*Given entries:*
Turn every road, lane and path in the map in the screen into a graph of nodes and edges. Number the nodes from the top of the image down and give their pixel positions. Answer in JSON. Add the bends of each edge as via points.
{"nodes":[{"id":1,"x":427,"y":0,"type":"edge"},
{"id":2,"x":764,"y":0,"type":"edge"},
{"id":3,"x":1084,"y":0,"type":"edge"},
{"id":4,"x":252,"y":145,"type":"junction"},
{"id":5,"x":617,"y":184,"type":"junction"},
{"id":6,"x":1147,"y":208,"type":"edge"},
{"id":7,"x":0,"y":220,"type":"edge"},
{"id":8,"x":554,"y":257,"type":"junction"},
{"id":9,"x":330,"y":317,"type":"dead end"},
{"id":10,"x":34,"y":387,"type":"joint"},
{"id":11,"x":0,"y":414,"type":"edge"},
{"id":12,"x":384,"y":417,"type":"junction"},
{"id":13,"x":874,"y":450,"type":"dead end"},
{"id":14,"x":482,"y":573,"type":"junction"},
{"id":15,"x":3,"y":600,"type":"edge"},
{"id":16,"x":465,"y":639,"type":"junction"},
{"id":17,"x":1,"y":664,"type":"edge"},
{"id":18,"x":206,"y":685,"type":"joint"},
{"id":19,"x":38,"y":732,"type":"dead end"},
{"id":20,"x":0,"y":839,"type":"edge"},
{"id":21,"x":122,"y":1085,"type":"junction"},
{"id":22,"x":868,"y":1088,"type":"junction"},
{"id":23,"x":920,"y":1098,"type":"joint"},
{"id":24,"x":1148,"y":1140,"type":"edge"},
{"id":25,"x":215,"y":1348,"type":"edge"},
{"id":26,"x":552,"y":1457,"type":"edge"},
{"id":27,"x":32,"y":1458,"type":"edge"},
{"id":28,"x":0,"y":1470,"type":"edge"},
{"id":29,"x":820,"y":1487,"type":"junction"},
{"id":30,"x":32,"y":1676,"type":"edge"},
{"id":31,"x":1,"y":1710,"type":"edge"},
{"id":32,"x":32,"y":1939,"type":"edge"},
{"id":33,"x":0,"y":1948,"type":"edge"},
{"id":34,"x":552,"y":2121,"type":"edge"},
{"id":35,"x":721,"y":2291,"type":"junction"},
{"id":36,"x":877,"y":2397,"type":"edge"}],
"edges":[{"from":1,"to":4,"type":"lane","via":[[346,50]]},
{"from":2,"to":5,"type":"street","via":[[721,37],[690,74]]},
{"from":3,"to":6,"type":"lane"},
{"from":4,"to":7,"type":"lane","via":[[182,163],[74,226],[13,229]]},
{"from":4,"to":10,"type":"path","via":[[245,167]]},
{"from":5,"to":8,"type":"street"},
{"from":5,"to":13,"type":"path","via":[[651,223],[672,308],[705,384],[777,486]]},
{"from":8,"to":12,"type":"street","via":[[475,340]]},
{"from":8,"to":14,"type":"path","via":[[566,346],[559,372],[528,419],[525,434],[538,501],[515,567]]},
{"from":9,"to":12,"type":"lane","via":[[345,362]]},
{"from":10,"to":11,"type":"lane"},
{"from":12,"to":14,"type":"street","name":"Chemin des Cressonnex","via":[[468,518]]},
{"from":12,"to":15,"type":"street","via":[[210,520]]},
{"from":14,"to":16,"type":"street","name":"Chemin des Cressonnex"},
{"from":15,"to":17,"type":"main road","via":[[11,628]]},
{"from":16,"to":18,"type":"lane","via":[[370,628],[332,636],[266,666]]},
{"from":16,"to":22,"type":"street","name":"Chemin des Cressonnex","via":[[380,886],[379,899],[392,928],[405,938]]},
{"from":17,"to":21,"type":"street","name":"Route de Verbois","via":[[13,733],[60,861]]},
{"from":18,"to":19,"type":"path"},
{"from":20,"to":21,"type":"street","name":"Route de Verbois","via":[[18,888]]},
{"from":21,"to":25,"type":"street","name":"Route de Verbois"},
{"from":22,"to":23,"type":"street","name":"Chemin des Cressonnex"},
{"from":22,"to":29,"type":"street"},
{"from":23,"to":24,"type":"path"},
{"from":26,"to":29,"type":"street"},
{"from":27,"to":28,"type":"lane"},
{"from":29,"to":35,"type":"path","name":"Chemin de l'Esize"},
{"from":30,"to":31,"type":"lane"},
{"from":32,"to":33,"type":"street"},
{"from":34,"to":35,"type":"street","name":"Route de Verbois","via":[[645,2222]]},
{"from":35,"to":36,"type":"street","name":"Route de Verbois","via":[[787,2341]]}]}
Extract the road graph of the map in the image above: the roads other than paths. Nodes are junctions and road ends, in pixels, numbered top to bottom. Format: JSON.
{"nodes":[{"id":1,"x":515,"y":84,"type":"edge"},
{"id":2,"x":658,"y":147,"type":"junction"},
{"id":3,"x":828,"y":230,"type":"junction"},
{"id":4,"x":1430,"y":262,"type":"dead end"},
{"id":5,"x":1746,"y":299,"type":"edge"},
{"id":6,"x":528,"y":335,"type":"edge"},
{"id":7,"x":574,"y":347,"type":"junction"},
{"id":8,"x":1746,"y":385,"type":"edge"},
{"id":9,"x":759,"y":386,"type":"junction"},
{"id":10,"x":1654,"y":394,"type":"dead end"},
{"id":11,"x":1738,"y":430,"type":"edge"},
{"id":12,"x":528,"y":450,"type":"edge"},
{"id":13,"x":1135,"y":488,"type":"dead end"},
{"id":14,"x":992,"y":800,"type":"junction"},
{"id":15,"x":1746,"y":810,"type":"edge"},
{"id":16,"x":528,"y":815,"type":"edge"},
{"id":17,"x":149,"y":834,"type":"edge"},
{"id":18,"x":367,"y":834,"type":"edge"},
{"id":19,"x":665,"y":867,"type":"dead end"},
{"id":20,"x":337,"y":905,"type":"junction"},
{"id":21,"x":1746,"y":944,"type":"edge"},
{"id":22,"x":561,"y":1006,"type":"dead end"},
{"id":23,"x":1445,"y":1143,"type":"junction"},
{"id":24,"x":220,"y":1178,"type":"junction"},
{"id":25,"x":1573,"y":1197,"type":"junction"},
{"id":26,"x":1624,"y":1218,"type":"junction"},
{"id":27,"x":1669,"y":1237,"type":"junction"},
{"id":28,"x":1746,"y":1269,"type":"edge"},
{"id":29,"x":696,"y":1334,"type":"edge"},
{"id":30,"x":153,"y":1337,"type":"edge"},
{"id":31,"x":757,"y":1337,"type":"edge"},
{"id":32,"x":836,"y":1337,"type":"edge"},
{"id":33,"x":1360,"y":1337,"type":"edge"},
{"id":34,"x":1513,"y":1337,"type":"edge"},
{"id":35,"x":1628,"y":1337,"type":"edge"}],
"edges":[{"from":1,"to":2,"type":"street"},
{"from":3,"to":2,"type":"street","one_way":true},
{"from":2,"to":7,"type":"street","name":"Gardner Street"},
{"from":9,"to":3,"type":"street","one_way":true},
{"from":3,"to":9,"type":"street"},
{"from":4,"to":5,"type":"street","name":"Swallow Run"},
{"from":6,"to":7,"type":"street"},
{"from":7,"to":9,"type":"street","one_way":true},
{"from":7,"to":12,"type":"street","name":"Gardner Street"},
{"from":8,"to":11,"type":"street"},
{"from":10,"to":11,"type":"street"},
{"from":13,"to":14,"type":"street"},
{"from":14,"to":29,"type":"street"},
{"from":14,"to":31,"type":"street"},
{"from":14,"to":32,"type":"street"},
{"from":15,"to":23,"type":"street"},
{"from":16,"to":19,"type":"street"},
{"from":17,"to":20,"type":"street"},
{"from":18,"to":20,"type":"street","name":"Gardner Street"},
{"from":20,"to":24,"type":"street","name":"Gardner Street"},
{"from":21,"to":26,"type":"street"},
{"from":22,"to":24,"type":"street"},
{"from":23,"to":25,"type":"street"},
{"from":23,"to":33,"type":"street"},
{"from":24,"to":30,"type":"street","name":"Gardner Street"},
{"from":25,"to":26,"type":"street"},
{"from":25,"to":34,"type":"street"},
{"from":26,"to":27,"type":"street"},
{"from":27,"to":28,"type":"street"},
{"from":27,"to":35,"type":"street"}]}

*Problem details:* Only a number is expected here: the tally of lines above that contain "Gardner". Please write nothing more.

*Written response:* 5